Abgesehen davon, dass sich das TV-System selbst entwertet, wenn es den weicheren Währungen von weniger transparenten internationalen Plattformen nachläuft, bringt es die AGF mit ihrer 1-Sekunden-Regel nun sogar fertig, als Windelweichster von allen dazustehen. Bei Netflix etwa sind mindestens zwei Minuten Nutzung erforderlich, ehe ein View gezählt wird. Bei YouTube zählt ein vermarktbarer Videoview ab 30 Sekunden, bei Facebook, Instagram und Twitter ab drei Sekunden. Die AGF-Chefin sagt dazu gegenüber DWDL.de: "Wir behalten die Frage der Mindestnutzungsdauer im Blick. Ich gehe davon aus, dass wir diese in einem zweiten Schritt härter definieren werden." Und sie weist ausdrücklich darauf hin, dass die gegenwärtige Methode "dem Beschluss unserer Gremien bei der Initialisierung des Projekts" entspreche.

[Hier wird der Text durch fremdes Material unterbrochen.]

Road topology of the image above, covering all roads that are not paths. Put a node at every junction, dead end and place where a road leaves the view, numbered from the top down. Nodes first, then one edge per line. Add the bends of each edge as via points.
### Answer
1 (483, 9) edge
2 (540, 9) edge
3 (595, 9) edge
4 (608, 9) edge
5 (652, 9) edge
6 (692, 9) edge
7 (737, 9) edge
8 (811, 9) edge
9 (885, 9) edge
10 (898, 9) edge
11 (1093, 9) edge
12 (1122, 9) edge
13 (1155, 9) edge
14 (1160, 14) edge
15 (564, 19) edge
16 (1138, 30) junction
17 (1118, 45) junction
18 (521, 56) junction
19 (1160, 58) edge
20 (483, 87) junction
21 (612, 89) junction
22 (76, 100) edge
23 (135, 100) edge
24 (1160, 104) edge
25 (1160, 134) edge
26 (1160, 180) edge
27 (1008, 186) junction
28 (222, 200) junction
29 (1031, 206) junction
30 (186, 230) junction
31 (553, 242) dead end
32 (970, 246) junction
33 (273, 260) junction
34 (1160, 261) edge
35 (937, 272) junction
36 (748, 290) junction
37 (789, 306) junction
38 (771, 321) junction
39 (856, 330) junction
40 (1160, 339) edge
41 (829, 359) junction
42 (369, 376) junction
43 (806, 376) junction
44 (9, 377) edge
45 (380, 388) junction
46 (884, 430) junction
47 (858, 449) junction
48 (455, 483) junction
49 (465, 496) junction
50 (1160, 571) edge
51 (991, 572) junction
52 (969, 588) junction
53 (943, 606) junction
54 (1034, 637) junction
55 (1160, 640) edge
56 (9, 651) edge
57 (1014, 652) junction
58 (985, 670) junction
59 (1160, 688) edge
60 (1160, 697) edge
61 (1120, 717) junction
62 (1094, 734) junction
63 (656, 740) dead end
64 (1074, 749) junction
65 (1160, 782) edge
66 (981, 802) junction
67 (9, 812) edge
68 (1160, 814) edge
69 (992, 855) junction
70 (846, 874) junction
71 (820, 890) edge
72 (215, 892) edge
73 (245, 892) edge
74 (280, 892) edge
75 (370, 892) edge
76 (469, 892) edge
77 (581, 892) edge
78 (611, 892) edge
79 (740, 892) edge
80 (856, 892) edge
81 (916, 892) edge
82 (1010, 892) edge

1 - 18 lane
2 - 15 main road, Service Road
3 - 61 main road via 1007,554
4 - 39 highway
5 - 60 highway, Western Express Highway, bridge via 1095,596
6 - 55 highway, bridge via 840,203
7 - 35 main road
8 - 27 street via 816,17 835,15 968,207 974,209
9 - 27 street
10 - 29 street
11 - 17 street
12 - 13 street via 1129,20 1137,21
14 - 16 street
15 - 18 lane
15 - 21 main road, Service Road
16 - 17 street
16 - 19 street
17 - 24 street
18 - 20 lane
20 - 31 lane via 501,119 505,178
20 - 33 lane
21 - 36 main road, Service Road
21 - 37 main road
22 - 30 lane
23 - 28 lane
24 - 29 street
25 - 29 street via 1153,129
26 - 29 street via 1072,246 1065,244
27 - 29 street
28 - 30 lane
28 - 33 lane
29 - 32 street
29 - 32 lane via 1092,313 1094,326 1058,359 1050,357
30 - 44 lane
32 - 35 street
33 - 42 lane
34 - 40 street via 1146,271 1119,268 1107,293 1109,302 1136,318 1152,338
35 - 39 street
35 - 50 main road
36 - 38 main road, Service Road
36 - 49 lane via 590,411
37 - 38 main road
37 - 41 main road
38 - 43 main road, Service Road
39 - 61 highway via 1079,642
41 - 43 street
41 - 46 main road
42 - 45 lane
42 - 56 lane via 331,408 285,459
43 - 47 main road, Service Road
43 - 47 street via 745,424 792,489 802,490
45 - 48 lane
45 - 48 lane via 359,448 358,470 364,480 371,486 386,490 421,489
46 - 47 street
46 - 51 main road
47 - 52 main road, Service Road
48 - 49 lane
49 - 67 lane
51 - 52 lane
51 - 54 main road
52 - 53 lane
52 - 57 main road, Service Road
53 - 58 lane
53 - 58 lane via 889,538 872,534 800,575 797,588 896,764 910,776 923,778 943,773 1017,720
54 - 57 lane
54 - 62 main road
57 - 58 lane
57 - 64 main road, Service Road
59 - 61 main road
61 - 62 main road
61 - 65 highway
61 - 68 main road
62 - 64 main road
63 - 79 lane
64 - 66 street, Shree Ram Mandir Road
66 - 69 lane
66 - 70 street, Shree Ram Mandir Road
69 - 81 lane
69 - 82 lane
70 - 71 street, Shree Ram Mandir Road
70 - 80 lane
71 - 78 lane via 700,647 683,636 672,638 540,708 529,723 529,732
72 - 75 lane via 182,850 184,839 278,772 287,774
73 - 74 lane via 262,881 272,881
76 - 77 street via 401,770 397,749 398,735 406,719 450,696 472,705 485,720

Wer soll diese Logik verstehen? Dieselben TV-Sender, die sich jetzt Hitlisten mit den höchstmöglichen Nettoreichweiten genehmigen, sollen in ein paar Monaten ihre Kriterien verschärfen, auf dass sie dann wieder niedrigere Werte ausweisen? Klingt eher unrealistisch. Unklug ist das Vorgehen auch deshalb, weil in den Sendern keineswegs Einigkeit herrscht. Manche ihrer versierten Medienforscher setzen sich derzeit intern dafür ein, dass Streaming-Erfolge künftig nicht mehr mit den schieren Abrufzahlen, sondern mit der besser vergleichbaren Sehbeteiligung gefeiert werden sollten. Wem an einer stabilen TV-Währung gelegen ist, sollte diesem Rat folgen.